**TRY IT**
Would it be possible to write out each entry below exactly, without the pictures?

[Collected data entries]
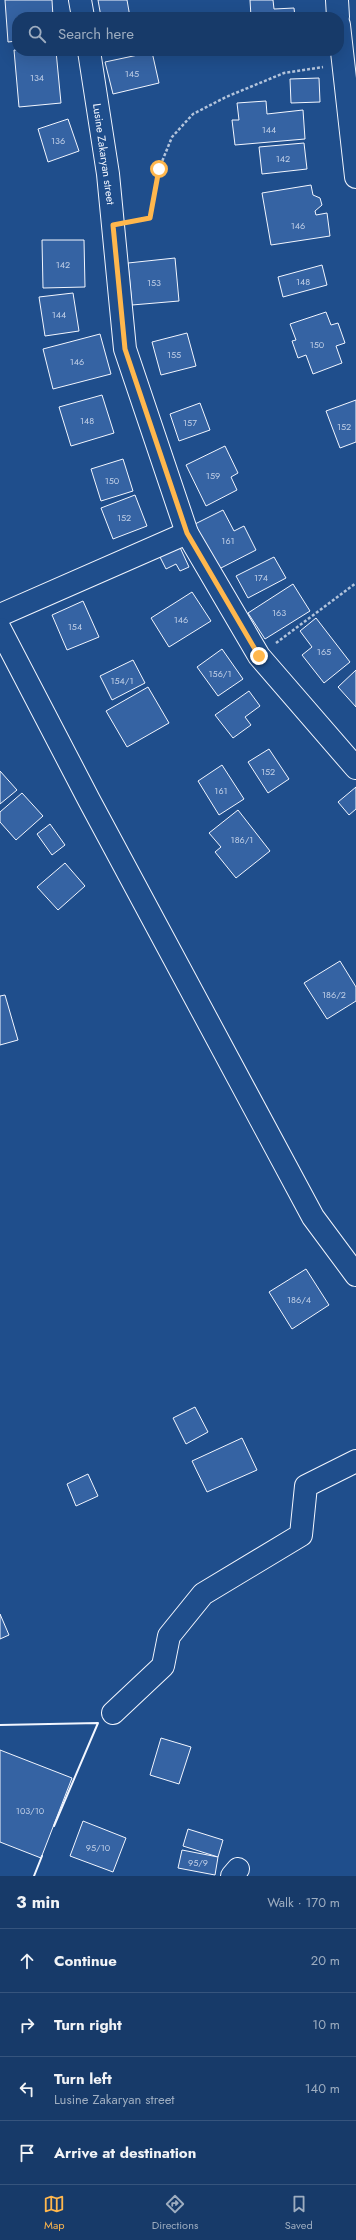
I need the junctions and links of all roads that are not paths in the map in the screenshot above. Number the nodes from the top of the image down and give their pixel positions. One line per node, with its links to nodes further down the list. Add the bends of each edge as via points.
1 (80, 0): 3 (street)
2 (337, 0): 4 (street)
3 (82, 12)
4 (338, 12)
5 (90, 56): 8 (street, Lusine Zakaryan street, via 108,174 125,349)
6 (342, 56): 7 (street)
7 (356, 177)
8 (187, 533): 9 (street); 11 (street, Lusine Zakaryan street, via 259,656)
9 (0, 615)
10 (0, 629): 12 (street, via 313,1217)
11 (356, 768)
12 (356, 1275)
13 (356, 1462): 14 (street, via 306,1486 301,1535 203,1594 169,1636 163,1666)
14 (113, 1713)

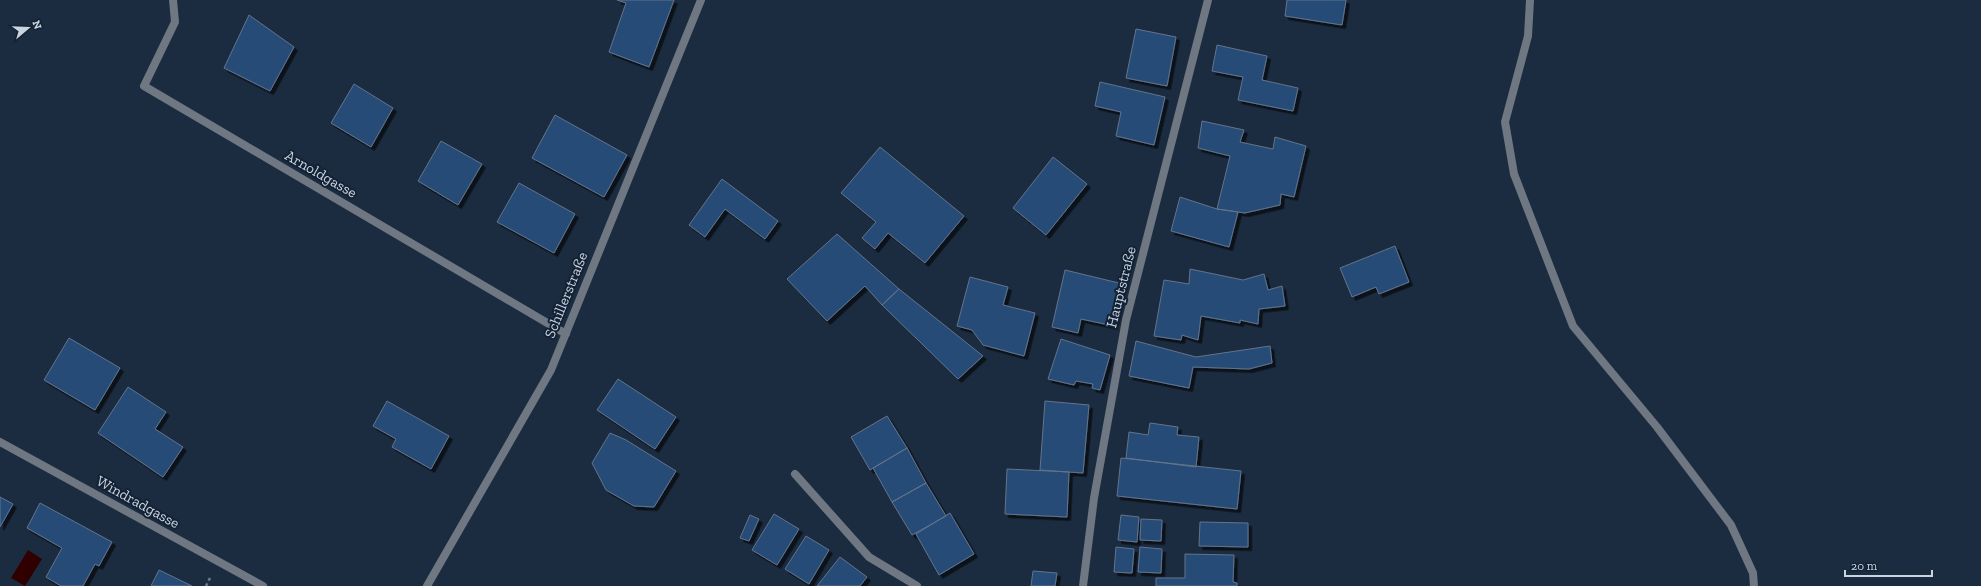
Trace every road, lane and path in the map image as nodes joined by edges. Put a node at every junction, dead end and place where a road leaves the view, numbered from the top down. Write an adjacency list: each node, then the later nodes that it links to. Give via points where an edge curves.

**TASK SOLUTION**
I need the junctions and links of all roads that are not paths in the map in the screenshot above. Number the nodes from the top of the image down and give their pixel positions. One line per node, with its links to nodes further down the list. Add the bends of each edge as via points.
1 (80, 0): 3 (street)
2 (337, 0): 4 (street)
3 (82, 12)
4 (338, 12)
5 (90, 56): 8 (street, Lusine Zakaryan street, via 108,174 125,349)
6 (342, 56): 7 (street)
7 (356, 177)
8 (187, 533): 9 (street); 11 (street, Lusine Zakaryan street, via 259,656)
9 (0, 615)
10 (0, 629): 12 (street, via 313,1217)
11 (356, 768)
12 (356, 1275)
13 (356, 1462): 14 (street, via 306,1486 301,1535 203,1594 169,1636 163,1666)
14 (113, 1713)

Trace every road, lane and path in the map image as nodes joined by edges. Put a node at every junction, dead end and place where a road leaves the view, numbered from the top down. Write an adjacency list: each node, then the later nodes that it links to. Give via points where an edge curves.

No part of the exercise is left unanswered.